Nation columnist Alexander Cockburn labored to put a positive spin on gridlock. “We like it,” he wrote in 2000, because it prevents conservatives from ramming through such initiatives as Social Security privatization and school vouchers. But that was wrong then and even more wrong now.
In the long run, it is plain that gridlock plays into the hands of the know-nothing right who want Americans to believe that democracy equals mob rule and that government is a dead end. The more democracy is made to tie itself in knots, the more frustrated working people grow and the more corporate interests have the field to themselves.
The Senate is now the center of the conspiracy. Republicans are rejoicing over what is likely to be a fifty-four to forty-six majority. But since their forces are concentrated in less populous states in the West and South, they actually represent fewer Americans than most people realize — just 46 percent.
In democratic terms — the only terms, of course, that count — they are still the minority party. But that will not stop them from making the utmost of their constitutional prerogatives.
Next year’s GOP freshmen include such troglodytes as software executive Steve Daines of Montana, who maintains that solar cycles cause global warming; millionaire “turnaround specialist” David Perdue of Georgia, who told a campaign rally, “I believe in the good Lord, I believe in the Bible, and I believe in our Constitution”; and IBM executive Thom Tillis of North Carolina, who is anti-abortion, anti-birth control, and a global warming skeptic to boot.

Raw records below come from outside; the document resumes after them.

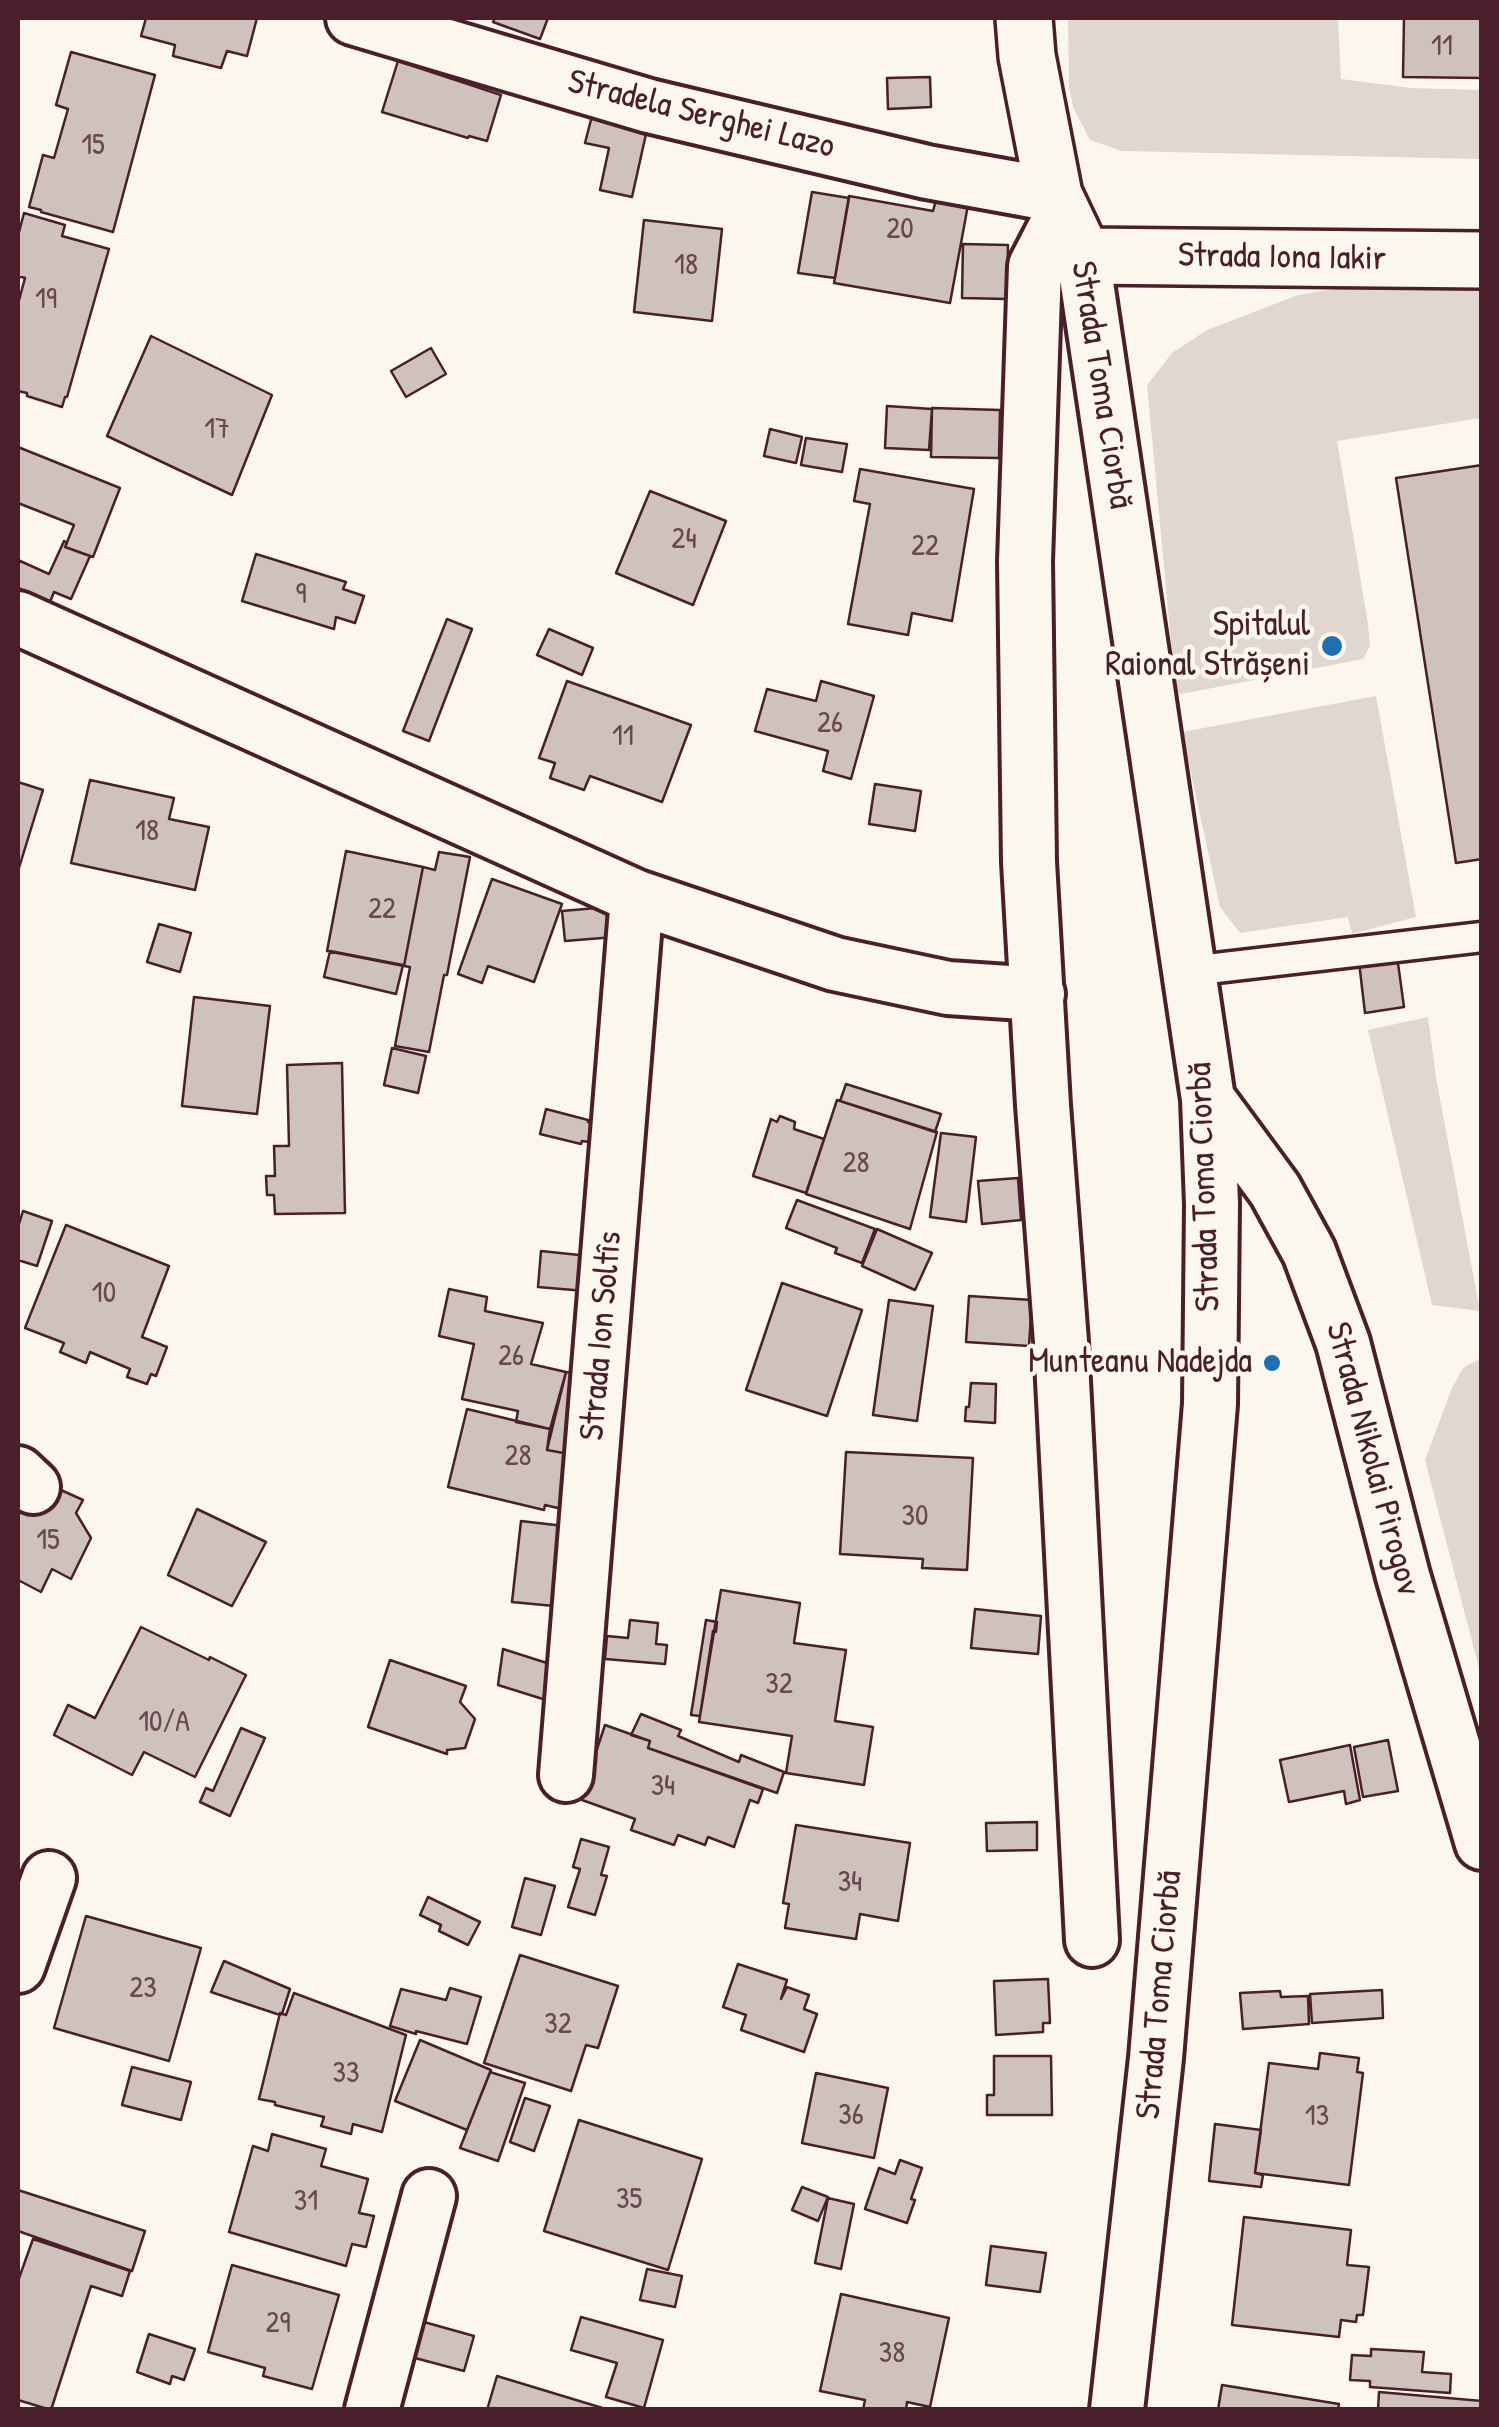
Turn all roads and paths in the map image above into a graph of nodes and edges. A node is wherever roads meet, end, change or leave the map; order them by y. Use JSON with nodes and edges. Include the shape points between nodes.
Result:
{"nodes":[{"id":1,"x":353,"y":18,"type":"edge"},
{"id":2,"x":1024,"y":18,"type":"edge"},
{"id":3,"x":1066,"y":221,"type":"junction"},
{"id":4,"x":1482,"y":260,"type":"edge"},
{"id":5,"x":18,"y":618,"type":"edge"},
{"id":6,"x":638,"y":897,"type":"junction"},
{"id":7,"x":1482,"y":936,"type":"edge"},
{"id":8,"x":1190,"y":970,"type":"junction"},
{"id":9,"x":1038,"y":994,"type":"junction"},
{"id":10,"x":1208,"y":1100,"type":"junction"},
{"id":11,"x":566,"y":1775,"type":"dead end"},
{"id":12,"x":1482,"y":1843,"type":"edge"},
{"id":13,"x":49,"y":1878,"type":"dead end"},
{"id":14,"x":1092,"y":1940,"type":"dead end"},
{"id":15,"x":18,"y":1966,"type":"edge"},
{"id":16,"x":429,"y":2196,"type":"dead end"},
{"id":17,"x":372,"y":2410,"type":"edge"},
{"id":18,"x":1117,"y":2410,"type":"edge"}],
"edges":[{"from":1,"to":3,"type":"street","name":"Stradela Serghei Lazo","via":[[649,106],[927,172]]},
{"from":2,"to":3,"type":"street","name":"Strada Toma Ciorbă"},
{"from":3,"to":4,"type":"street","name":"Strada Iona Iakir"},
{"from":3,"to":8,"type":"street","name":"Strada Toma Ciorbă"},
{"from":3,"to":9,"type":"street","name":"Strada Toma Ciorbă","via":[[1035,266],[1024,561]]},
{"from":5,"to":6,"type":"street"},
{"from":6,"to":9,"type":"street","via":[[835,964],[948,988]]},
{"from":6,"to":11,"type":"street","name":"Strada Ion Soltîs"},
{"from":7,"to":8,"type":"lane"},
{"from":8,"to":10,"type":"street","name":"Strada Toma Ciorbă"},
{"from":9,"to":14,"type":"street","name":"Strada Toma Ciorbă"},
{"from":10,"to":12,"type":"street","name":"Strada Nikolai Pirogov","via":[[1274,1190],[1309,1252],[1343,1343]]},
{"from":10,"to":18,"type":"street","name":"Strada Toma Ciorbă","via":[[1210,1404],[1156,2058]]},
{"from":13,"to":15,"type":"street"},
{"from":16,"to":17,"type":"street"}]}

An increasingly undemocratic structure fuels a growing anti-democratic assault. Yet the problem can only grow worse. Over the next decade or so, the white portion of the ten largest states is projected to continue ticking downward, while the opposite will occur in the ten smallest.
By 2030, the population ratio between the largest and smallest state is estimated to increase from sixty-five to one to nearly eighty-nine to one. The Senate will be more racist as a consequence, more unrepresentative, and more of a plaything in the hands of the militant right.

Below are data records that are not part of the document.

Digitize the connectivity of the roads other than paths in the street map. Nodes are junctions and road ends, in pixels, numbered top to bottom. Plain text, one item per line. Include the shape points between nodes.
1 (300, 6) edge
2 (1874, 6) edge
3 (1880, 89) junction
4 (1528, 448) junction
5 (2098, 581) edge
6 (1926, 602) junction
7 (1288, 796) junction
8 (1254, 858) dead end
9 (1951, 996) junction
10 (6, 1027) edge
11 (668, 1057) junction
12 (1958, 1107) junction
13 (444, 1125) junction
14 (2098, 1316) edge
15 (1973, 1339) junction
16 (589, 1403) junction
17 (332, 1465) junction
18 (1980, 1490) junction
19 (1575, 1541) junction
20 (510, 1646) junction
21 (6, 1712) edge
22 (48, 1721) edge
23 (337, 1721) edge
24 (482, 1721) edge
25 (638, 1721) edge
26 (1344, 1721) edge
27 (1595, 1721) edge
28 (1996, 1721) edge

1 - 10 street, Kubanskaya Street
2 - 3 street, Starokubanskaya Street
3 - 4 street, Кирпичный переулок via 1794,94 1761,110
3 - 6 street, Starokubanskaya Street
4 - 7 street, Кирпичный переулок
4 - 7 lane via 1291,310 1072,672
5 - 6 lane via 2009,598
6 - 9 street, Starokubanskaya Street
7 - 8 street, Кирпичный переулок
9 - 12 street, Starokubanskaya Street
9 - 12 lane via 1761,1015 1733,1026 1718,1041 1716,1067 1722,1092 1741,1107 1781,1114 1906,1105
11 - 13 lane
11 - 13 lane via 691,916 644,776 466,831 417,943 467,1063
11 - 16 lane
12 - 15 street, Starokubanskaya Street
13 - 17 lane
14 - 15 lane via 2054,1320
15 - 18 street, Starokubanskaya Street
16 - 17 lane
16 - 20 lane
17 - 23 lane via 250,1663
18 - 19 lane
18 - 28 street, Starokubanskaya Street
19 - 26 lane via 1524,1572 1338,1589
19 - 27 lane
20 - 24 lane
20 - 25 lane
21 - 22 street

If you want to know what the future looks like, to paraphrase Orwell, imagine the old pre-reform Mississippi state legislature stamping on democracy — forever. Reformers will face an uphill fight even in defending existing gains. Yet there will not be a thing that liberals will be able to do about it without going contrary to rules that they previously extolled. Their options will be either to stand by and watch as democracy rapidly unravels or somehow strike off into a radical new direction.
With growing income polarization and an increasingly rigid Constitution, the US political structure is more brittle than most people realize. Americans have not had a chance to vote on the Constitution as a whole since the ratification battles of 1787–8. And since only white male property owners were allowed to vote — with only a quarter actually choosing to do so — those contests hardly qualify as a democratic.
“We the people” have therefore never been consulted at all. They have merely acquiesced. But the big question is: for how long?